Is it that Americans no longer care about this sort of thing? Are we so dumbed down as not to be able to see that there is no justifiable logic behind the killing, maiming and destruction, even assuming the professed goals in Afghanistan are the real ones — a dubious assumption indeed?
Facades of Empire
Washington’s present course in Central Asia can be much more logically understood if the real goals of the violence are to achieve what an empire requires in terms of military bases, natural resources, strategic interests and further enrichment of the super-wealthy.
This is to explain, not to defend. And, in case you’re wondering, my view is that these goals are both morally indefensible and unachievable in the longer run.
Combine them, however, with back-home political interests – Democrats fearful of being called out by Republicans and the Right as weak on defense and soft on terror – and you have a better sense of why the Afghan War drags on.
Americans have been generally inclined to give the government and its official explanation for war the benefit of the doubt — but only for so long. Many are now coming around to the realization they’ve been had.
According to a CNN/Opinion Research Corporation survey of Americans conducted from Dec. 17 to 19 (immediately after Obama’s public reassurances), 63 percent of the respondents expressed opposition to U.S. involvement in Afghanistan — an all-time high.
For those who think Afghan opinion also matters, recent polling conducted by the BBC, ABC, and other news organizations shows that, in provinces where there is the most fighting, the proportion of people approving of attacks on U.S. troops has risen from 12 to 40 percent in the last year.
Since Gen. Petraeus loves metrics for gauging the progress of his counterinsurgency strategies, he might want to put those numbers into one of his PowerPoint displays about his success at winning hearts and minds.
As Harry Truman was fond of saying, most of us were “not born yesterday.” Those able to think outside the Fox box can discern when artificial alliteration and dubious logic masquerade as articulation of sound policy.
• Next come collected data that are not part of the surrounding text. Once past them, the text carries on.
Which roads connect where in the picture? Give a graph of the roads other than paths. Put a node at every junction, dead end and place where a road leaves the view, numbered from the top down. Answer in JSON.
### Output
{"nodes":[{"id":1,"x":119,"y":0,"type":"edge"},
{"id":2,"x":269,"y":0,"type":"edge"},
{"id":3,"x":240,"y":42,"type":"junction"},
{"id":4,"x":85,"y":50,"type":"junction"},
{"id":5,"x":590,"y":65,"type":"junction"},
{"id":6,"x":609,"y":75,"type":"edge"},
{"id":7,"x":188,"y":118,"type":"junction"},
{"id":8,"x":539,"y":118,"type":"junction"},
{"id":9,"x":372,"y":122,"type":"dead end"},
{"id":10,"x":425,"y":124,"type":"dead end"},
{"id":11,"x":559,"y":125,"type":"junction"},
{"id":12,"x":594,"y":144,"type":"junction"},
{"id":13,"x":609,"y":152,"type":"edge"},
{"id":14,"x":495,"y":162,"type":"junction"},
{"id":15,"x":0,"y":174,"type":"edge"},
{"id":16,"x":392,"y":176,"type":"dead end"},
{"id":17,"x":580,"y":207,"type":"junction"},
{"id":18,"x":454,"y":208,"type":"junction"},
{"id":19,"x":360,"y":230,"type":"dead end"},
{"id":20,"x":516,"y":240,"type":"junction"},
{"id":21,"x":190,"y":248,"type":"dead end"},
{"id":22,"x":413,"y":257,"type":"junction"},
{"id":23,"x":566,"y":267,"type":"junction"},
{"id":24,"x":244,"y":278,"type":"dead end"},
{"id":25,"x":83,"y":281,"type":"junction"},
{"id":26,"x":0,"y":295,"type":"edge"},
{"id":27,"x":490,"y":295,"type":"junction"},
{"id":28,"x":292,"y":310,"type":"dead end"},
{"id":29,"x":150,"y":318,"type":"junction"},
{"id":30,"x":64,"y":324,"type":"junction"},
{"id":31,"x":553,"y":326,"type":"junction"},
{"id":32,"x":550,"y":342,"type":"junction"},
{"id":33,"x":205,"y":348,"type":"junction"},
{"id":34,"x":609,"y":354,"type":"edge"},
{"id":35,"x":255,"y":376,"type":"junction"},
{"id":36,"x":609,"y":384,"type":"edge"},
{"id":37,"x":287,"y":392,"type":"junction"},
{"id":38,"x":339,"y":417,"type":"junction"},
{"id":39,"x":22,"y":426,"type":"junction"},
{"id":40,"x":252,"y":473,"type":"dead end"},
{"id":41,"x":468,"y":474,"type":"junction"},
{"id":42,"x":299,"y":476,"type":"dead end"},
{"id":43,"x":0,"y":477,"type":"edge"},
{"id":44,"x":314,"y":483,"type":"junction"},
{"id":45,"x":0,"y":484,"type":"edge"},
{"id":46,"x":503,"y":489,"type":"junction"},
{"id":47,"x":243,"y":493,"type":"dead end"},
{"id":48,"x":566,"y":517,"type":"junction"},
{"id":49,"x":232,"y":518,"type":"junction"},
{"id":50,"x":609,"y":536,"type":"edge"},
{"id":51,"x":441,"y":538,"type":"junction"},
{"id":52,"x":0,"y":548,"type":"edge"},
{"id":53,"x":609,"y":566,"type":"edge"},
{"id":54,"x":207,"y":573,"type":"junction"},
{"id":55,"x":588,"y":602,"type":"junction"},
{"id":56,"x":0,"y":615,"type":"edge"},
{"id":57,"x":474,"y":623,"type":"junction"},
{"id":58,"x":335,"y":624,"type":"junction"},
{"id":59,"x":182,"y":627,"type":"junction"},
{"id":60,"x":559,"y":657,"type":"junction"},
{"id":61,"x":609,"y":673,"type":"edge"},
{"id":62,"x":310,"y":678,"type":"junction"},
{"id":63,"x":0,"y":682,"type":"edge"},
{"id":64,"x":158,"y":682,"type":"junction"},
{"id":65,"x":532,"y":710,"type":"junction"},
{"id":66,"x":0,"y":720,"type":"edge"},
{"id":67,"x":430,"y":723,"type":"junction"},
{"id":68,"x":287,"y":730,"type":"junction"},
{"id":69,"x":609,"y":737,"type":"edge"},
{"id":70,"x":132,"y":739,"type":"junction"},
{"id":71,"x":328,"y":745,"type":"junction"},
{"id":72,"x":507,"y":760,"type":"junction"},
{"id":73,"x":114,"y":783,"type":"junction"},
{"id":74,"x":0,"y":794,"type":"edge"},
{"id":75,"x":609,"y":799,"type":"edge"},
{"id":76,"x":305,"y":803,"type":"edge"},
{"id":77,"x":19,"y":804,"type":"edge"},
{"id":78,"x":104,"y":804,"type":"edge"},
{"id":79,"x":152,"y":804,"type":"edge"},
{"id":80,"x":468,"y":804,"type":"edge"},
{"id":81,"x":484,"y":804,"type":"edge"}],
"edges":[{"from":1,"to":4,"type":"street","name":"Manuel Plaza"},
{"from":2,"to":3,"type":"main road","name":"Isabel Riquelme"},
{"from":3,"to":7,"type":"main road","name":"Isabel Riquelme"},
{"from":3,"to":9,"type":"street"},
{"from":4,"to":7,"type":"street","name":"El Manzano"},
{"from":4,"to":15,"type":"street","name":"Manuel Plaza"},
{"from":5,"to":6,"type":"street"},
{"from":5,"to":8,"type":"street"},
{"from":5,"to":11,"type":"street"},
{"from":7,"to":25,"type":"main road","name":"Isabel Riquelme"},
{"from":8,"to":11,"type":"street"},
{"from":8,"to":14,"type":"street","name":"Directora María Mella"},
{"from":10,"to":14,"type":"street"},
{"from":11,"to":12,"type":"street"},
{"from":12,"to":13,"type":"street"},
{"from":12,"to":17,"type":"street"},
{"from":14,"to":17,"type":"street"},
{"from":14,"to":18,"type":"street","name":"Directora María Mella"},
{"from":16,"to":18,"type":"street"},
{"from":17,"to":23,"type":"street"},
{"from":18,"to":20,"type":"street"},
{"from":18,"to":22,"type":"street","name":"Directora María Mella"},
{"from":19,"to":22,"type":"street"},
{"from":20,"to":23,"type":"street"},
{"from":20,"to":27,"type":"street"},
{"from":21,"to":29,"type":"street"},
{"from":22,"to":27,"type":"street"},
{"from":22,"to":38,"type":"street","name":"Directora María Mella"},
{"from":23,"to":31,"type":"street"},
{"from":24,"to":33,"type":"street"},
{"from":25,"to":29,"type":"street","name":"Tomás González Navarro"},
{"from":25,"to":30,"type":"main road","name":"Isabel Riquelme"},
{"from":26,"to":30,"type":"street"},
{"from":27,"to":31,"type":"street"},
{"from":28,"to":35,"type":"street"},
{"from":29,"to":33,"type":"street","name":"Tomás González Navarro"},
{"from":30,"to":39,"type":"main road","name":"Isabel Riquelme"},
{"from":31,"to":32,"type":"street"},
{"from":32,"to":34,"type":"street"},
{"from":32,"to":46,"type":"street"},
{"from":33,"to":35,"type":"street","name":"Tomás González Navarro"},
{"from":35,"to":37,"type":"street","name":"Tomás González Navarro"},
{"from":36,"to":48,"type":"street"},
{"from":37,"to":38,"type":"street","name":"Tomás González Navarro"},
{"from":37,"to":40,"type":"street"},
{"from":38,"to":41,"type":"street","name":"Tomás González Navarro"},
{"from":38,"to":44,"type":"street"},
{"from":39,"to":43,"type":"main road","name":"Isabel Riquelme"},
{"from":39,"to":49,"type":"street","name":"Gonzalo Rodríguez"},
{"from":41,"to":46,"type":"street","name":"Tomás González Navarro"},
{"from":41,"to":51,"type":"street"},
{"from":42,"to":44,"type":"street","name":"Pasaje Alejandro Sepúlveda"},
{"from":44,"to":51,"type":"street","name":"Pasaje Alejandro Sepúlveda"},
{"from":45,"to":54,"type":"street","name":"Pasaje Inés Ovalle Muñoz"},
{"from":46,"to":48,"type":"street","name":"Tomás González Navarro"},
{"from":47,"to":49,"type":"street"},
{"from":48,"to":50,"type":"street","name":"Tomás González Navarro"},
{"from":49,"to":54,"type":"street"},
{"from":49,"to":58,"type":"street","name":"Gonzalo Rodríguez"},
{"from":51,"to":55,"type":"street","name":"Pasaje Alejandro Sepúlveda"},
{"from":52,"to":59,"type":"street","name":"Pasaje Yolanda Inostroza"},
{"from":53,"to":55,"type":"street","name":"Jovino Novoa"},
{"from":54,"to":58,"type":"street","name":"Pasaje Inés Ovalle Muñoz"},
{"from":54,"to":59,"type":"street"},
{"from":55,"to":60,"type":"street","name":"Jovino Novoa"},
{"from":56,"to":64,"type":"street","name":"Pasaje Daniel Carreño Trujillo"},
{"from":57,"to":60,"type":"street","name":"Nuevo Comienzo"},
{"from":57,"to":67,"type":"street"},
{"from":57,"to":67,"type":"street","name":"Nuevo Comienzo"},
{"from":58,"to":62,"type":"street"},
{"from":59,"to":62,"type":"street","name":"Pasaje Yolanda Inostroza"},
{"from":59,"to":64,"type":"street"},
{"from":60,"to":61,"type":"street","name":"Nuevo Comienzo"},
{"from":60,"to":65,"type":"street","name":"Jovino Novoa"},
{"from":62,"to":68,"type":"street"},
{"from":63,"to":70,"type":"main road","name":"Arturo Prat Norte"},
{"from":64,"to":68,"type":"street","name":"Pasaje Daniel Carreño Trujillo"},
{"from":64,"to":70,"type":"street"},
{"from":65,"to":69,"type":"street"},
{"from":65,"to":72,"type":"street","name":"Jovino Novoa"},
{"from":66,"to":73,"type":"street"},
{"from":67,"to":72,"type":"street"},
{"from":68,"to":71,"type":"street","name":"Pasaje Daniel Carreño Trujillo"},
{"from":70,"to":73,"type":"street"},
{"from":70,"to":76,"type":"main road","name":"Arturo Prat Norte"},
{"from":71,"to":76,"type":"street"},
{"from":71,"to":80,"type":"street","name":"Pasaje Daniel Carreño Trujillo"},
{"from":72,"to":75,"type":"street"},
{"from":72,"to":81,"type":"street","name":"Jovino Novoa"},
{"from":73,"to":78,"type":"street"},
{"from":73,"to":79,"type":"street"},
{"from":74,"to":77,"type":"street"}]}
It may take a couple of run-throughs of this background, but Americans are inclined to “dis” (to use inner-city vernacular) artifices like “disrupt, dismantle, defeat” as empty slogans hiding a lamentable lack of cogent thinking.
I find myself asking, a la John Kerry before he let the imperial Establishment do a lobotomy cutting the connection to the Vietnam file in his brain, “How do you ask a man to be the last man to die for a mistake?”
Maybe it is too much to expect today’s John Kerry to do better than his timorous predecessor as chair of the Senate Foreign Relations Committee, Vice President Joe Biden.
In the run-up to President George W. Bush’s invasion of Iraq, Biden caved in to strong White House pressure and staged faux hearings featuring the kind of “experts” who predicted that an invasion of WMD-laden Iraq would be a “cakewalk,” and shunning those of us predicting catastrophe.
Et tu, John? One can always pray for miracles, but the current Foreign Relations Committee chairman appears to be the same empty shirt who let himself be persuaded by his handlers in the 1990s that his dreams for political advancement required making peace with the Establishment.
Sadly, it’s almost impossible to envision Kerry reverting back to the more courageous politician of his early days in the U.S. Senate when he challenged the Reagan administration’s foreign policy, let alone to the gutsy young Navy officer who in 1971 confronted the same committee he now chairs.
Ray McGovern served as an Army infantry/intelligence officer and then a CIA analyst for thirty years. He works with Tell the Word, the publishing arm of the ecumenical Church of the Saviour in inner-city Washington and also serves on the Steering Group of Veteran Intelligence Professionals for Sanity (VIPS).